Nella soggettività una trappola per i nostri fantasmi

Si inaugura domani per terminare domenica il convegno d ella Società psicoanalitica italiana su «Identità e cambiamento. Lo spazio del soggetto», un tema di stretta attualità sul quale interverranno anche filosofi, sociologi, semiologi Ciò che rende l’essere umano una soggettività individuale è, paradossalmente, il fatto di ospitare in sé un irriducibile altro, quel «corpo estraneo interno», come lo definiva Freud, che è il nostro inconscio e che ci fa scoprire strani

di Alberto Luchetti (il manifesto, 22.05.2008).

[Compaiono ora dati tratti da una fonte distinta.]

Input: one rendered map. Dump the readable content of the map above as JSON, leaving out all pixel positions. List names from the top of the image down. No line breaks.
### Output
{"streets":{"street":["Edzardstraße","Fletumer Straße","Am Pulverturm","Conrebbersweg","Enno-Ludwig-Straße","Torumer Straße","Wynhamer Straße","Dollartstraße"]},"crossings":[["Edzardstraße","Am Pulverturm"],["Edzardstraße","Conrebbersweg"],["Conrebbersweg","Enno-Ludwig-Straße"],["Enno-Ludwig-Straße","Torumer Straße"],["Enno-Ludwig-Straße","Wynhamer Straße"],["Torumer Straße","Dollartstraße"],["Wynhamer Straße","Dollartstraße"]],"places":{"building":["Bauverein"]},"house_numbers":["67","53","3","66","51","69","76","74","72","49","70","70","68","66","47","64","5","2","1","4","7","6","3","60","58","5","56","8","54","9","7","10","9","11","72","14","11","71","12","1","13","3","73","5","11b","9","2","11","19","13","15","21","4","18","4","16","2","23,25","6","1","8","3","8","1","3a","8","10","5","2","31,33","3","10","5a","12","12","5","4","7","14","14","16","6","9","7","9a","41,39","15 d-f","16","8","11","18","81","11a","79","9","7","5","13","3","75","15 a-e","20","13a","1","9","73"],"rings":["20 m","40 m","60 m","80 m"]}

Una «facoltà di psicoanalisi», così come la fantasticava Freud ottant’anni fa, avrebbe dovuto prevedere insegnamenti di psicologia, psichiatria, biologia, sessuologia, storia della civiltà, mitologia, psicologia delle religioni, letteratura. Del resto, Freud aveva già segnalato i motivi di reciproco interesse che avrebbero potuto stabilirsi tra le scoperte psicoanalitiche e quelle di altre discipline come la linguistica, la biologia, la pedagogia, la filosofia, la mitologia, la storia della civiltà, l’etnologia, la scienza delle religioni oltre che, ovviamente, la psichiatria e la psicologia. «Ciò cui la psicoanalisi mira e che raggiunge - precisava - non è altro che la scoperta dell’inconscio nella vita psichica», mediante un metodo particolare. Un metodo che consiste nella relazione costante, frequente e prolungata fra due persone nel chiuso di una stanza, l’una distesa che parla associando liberamente, l’altra seduta dietro, nascosta alla vista, che lascia liberamente fluttuare la propria attenzione sospendendo giudizi e scopi di qualsiasi genere, per dare spazio ai «resti» del discorso che si fanno largo inopinatamente tra i varchi della coscienza, e così individuarvi e interpretarvi i segni di quanto, rimosso e rinnegato, giace nell’inconscio.

L’altro che è in noi

Una situazione, quella analitica, assolutamente inedita e inaudita per l’essere umano. Non solo cento anni fa, quando pian piano si costruì nel segreto di uno studio viennese, ma ancora di più oggi, quando sembra stia diventando inconsueto e arduo coltivare un rapporto così stretto, stringente, costante e prolungato fra due persone, e più ancora con se stessi, abituati come siamo solo a spot, anzi a flash di intimità ed «estimità»: termine, questo, a prima vista astruso, essendo un efficace neologismo che dobbiamo a Lacan, il quale lo usa nel suo seminario sull’etica della psicoanalisi per indicare quella «esteriorità intima» che è per l’appunto un aspetto fondamentale dell’inconscio sessuale scoperto da Freud. Ossia per indicare il fatto che nel chiuso della relazione analitica, apparentemente segregata in uno spazio-tempo fuori del mondo e della vita esterna, in realtà si ha a che fare con l’aperto che è celato - costantemente rinnegato e rimosso - nell’apparente interiorità di un individuo. Ciò che, infatti, rende l’essere umano una soggettività individuale è, paradossalmente, proprio il fatto di ospitare dentro di sé un irriducibile altro (je est un autre, diceva il poeta), un «corpo estraneo interno», come lo definiva Freud: quell’inconscio che scaturisce dalle precoci relazioni del bambino con gli adulti, e impedisce all’essere umano di rinchiudersi in una «intima totalità», che pure instancabilmente rincorre, ineluttabilmente scoprendosi sempre straniero a se stesso.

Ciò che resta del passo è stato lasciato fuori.